The computer system 100 includes a processor 101 in communication
with a main memory 105. The processor 101 includes one or more
processor pipelines 102 that execute instructions using cache
memory 103. Computer programs, such as hypervisor 106 and software
application 107 are stored in main memory 105 and executed by the
processor 101. Any appropriate number of software applications may
be executed by a computer system such as computer system 100. In
the computer system 100, the software application 107 may be
high-level source code is compiled by a compiler 120 for execution
on the processor 101. The compiler 120 is a run-time complier
configured to recompile the code upon an indication (such as a
trigger) from a fingerprint circuit 110. The hypervisor 106,
applications 107, and/or any other program stored in main memory
105 may all be considered software programs, software, code, etc.

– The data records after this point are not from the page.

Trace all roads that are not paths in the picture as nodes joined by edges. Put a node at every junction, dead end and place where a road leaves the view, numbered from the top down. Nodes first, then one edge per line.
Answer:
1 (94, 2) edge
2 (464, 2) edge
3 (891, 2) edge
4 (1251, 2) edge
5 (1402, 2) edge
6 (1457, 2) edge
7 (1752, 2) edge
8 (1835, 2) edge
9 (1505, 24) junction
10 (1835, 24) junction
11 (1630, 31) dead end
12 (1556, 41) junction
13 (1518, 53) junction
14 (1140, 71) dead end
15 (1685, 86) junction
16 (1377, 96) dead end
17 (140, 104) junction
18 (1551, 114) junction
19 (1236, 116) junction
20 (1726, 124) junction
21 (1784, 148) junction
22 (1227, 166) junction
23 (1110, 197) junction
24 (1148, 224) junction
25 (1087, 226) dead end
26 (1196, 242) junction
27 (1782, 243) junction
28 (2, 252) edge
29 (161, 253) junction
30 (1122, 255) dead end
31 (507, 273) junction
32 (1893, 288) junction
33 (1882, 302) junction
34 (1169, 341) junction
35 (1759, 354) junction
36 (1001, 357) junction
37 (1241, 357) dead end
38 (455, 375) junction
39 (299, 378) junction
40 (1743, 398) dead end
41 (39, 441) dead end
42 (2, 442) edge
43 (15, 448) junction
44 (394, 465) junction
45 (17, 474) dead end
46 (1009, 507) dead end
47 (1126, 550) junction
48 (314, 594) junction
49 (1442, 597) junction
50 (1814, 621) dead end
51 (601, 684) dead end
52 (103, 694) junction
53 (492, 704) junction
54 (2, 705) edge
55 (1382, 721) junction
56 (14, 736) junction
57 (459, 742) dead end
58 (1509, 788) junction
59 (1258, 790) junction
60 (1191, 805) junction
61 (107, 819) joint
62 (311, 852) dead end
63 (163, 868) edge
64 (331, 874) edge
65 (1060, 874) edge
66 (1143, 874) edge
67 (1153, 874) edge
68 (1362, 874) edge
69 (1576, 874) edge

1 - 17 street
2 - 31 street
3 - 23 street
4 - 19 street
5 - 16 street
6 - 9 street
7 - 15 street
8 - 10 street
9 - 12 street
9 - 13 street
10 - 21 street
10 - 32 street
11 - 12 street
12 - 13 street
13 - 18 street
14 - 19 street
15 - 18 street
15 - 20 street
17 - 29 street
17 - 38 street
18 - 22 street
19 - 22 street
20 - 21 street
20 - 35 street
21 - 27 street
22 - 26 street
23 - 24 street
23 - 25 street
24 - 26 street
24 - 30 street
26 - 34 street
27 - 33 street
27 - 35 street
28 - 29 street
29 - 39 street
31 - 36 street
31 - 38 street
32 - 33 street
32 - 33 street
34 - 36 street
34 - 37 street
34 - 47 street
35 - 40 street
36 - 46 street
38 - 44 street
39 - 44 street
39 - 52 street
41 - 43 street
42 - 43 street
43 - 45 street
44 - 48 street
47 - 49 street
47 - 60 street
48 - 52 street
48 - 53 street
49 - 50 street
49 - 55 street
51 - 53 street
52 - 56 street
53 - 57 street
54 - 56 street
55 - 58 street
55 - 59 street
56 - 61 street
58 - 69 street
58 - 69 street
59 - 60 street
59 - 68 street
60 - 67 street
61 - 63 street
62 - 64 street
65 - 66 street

Examples are provided for the compiler 120 in conjunction with the
fingerprint circuit 110 determining when to recompile the software,
such as when to recompile application 107.
[0017] The processor 101 includes a branch predictor 160. The
branch predictor 160 may be a digital circuit designed to predict
either the direction (e.g., taken or not taken) and target address
of a branch instruction before it is executed. The purpose of the
branch predictor 160 is to improve the flow of instructions in the
pipeline of the processor 101. The history of whether a branch
instruction at a given address is taken or not taken, and in some
cases target address of the branch instruction, is stored in the
branch predictor buffer 162.
[0018] The processor 101 includes one or more fingerprint circuits
110 designed to monitor the execution of software programs (e.g.,
application 107, hypervisor 106) on the processor 101. The
fingerprint circuit 110 includes predefined/specified code
fingerprints 165. In some embodiments, the fingerprints 165 may be
implemented as fingerprint tables. The fingerprint circuit 110 is
configured to automatically monitor the software program execution
of, e.g., the application 107, in order to recognize the occurrence
of a specified fingerprint 165, and the occurrence of the specified
fingerprint 165 indicates the time that recompilation of the
application 107 is needed by the compiler 120. The fingerprint
circuit 110 is also configured to signal an alert at that point
(i.e., the segment of code) at which an expected fingerprint
indicative of the need for code recompilation by causing an
Event-Based Branch (EBB), also referred to as a "lightweight
interrupt," that transfers control to a software EBB handler
without involving the operating system. Since operating system
involvement causes a large amount of overhead, such direct transfer
of control to the application-level EBB handler significantly
improves performance. By the fingerprint circuit 110 issuing the
EBB, the EBB is configured to trigger the compiler 102 to perform a
recompilation (with the aim of improving performance or decreasing
power, or any other goal to improve program behavior). Depending on
the embodiment, the EBB handler may either request the compiler 102
to do the recompilation, or it may, itself, perform the
recompilation (e.g., if the EBB handler is part of the compiler).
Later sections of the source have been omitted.